Il successo finale è sfuggito ma per cinque ragazzi della facoltà di Economia dell’Università Cattolica di Milano il Business Game Procter & Gamble è stata decisamente un’esperienza da ricordare. Luca Vallarino, Stefania Rossi, Federica Rovelli, Chiara Stefanini e Simone Brigatti. Questi i nomi degli studenti che hanno tentato di sbancare il concorso riservato a studenti universitari indetto dalla Procter & Gamble. Dai chiostri di largo Gemelli i cinque giovani economisti hanno fatto molta strada conquistando, dopo una straordinaria rimonta, la finalissima di Ginevra. Qualificatisi come miglior team italiano (terzo in Europa), i cinque, hanno chiuso le finali, svoltesi il 19 e il 20 maggio, con uno splendido secondo posto assoluto. Abbiamo raccolto la testimonianza di due membri del team: Chiara Stefanini e Luca Vallarino.
Come siete venuti a conoscenza di questo concorso?
LV - «Abbiamo scoperto questo concorso grazie a una email inviata dal servizio Stage & Placement dell’università che informava gli studenti del I e II anno della facoltà di Economia del Business Game indetto dalla Procter & Gamble. Il giorno dopo a lezione ci siamo detti “Perché non provare?”»
Come si è svolto il concorso?
CS - «Il concorso era diviso in diverse fasi. La prima era scegliere quale ‘sfida’ affrontare tra le tre proposte da Procter & Gamble.
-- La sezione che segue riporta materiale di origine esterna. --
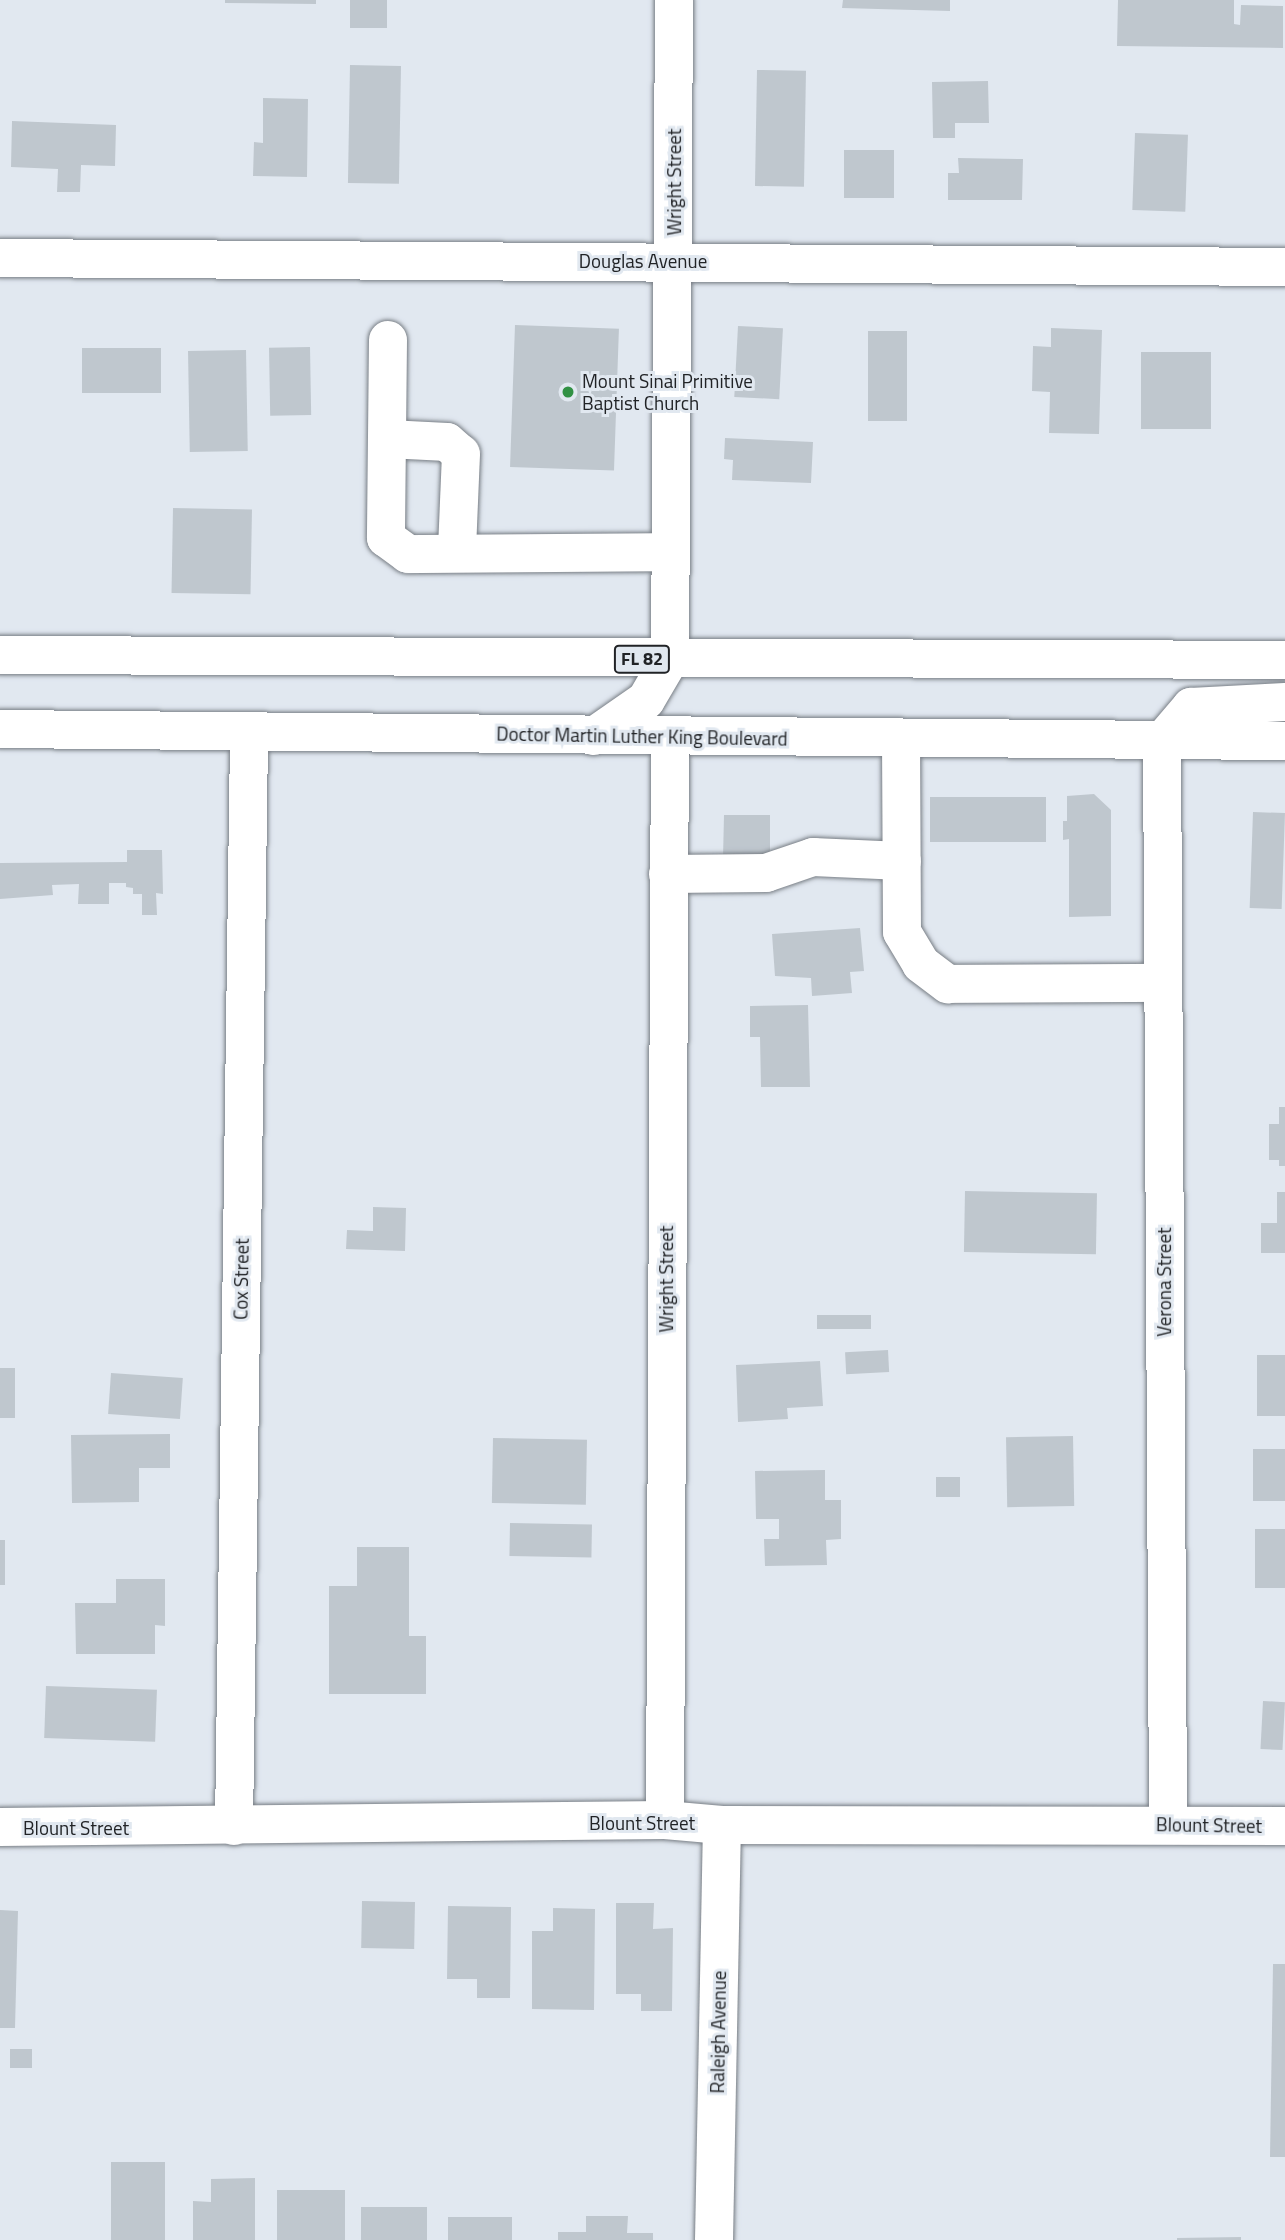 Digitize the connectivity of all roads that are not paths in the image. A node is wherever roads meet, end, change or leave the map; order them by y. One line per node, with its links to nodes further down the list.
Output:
1 (674, 0): 3 (street, Wright Street)
2 (0, 258): 3 (street, Douglas Avenue)
3 (673, 261): 4 (street, Douglas Avenue); 8 (street, Wright Street)
4 (1285, 267)
5 (388, 340): 6 (street)
6 (388, 439): 7 (street); 7 (street)
7 (457, 551): 8 (street)
8 (671, 552): 10 (street, Wright Street)
9 (0, 654): 10 (street, FL 82)
10 (670, 659): 11 (street, FL 82); 15 (street)
11 (1285, 660)
12 (1285, 702): 18 (street)
13 (0, 729): 14 (street, Doctor Martin Luther King Boulevard)
14 (249, 732): 15 (street, Doctor Martin Luther King Boulevard); 26 (street, Cox Street)
15 (594, 736): 16 (street, Doctor Martin Luther King Boulevard)
16 (670, 737): 17 (street, Doctor Martin Luther King Boulevard); 21 (street, Wright Street)
17 (901, 739): 18 (street, Doctor Martin Luther King Boulevard); 20 (street)
18 (1162, 741): 19 (street, Doctor Martin Luther King Boulevard); 22 (street, Verona Street)
19 (1285, 741)
20 (902, 861): 21 (street); 22 (street)
21 (668, 874): 23 (street, Wright Street)
22 (1162, 983): 24 (street, Verona Street)
23 (665, 1820): 25 (street, Blount Street); 26 (street, Blount Street)
24 (1168, 1824): 25 (street, Blount Street); 27 (street, Blount Street)
25 (722, 1825): 29 (street, Raleigh Avenue)
26 (234, 1826): 28 (street, Blount Street)
27 (1285, 1826)
28 (0, 1827)
29 (714, 2240) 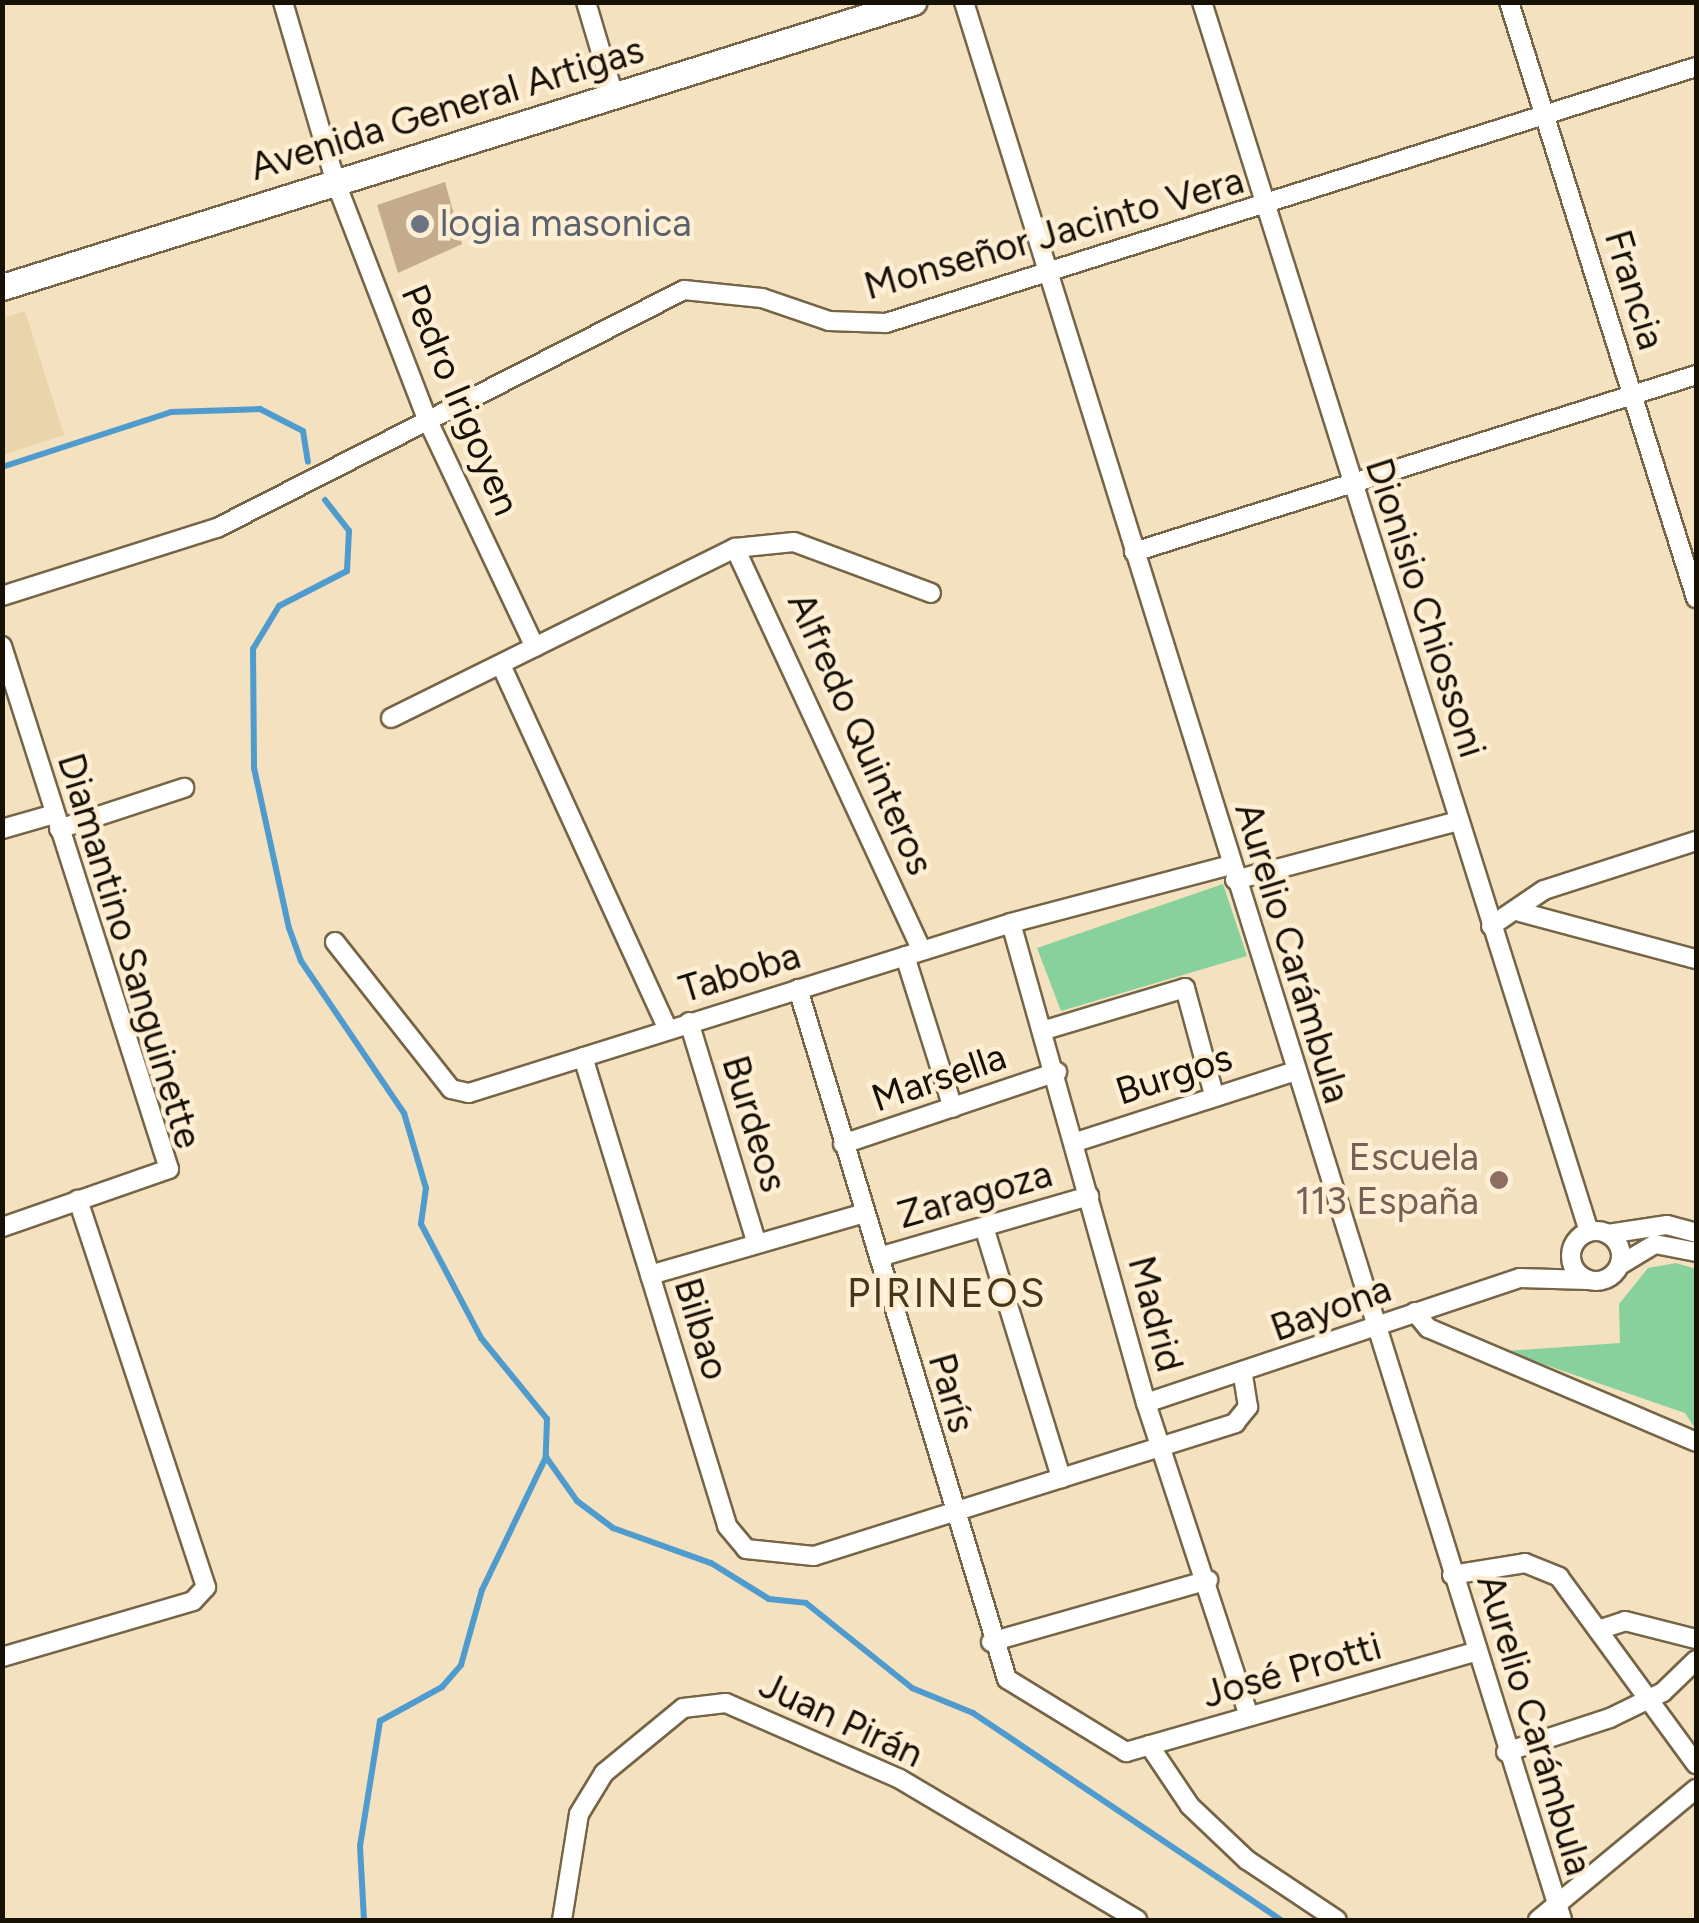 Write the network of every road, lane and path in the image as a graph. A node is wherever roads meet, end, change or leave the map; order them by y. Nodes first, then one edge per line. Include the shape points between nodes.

Tutte e tre le prove riguardavano prodotti P&G. Noi abbiamo optato per la ‘sfida Gillette’, dovevamo ideare e promuovere una nuova linea di prodotti per questo marchio. Per ideare il prodotto abbiamo dovuto fare un’indagine di mercato e sfruttare ricerche e sondaggi. Abbiamo deciso di puntare su una linea di depilazione maschile. Gli uomini ormai curano ogni dettaglio del proprio corpo ma in questo campo si trovano in difficoltà e in imbarazzo perché i prodotti che si trovano nei supermercati sono tutti marcatamente rivolti a un pubblico femminile. Abbiamo pensato a tre tipi diversi di prodotti rivolti ad altrettanti target di riferimento. La spuma per l’uomo egocentrico e narciso, la schiuma per il manager in carriera e le strisce per le esigenze dello sportivo. In seguito abbiamo dovuto trovare le parole, e i mezzi, per promuovere il nostro prodotto e spiegare perché era valido. Per farlo abbiamo realizzato una serie di slides (consultabili nell'allegato in coda all'articolo ndr) e due video. Un aspetto, quest’ultimo, molto apprezzato dalla giuria».
Come è andata la finale di Ginevra?
CS - «Siamo arrivati secondi. Purtroppo ci ha penalizzato il fatto di essere tutti italiani provenienti dalla stessa università perché il regolamento del concorso prevedeva un bonus di punti maggiore per le squadre formate da persone provenienti da diversi Paesi e atenei differenti tra loro. I vincitori per l’appunto erano di nazioni e università diverse».
Qual era la posta in palio?
CS - «I vincitori hanno conquistato la possibilità di trascorrere un training di una settimana in una località di vacanza. A noi secondi classificati è stata comunque offerta la possibilità di visitare la sede romana dell’azienda».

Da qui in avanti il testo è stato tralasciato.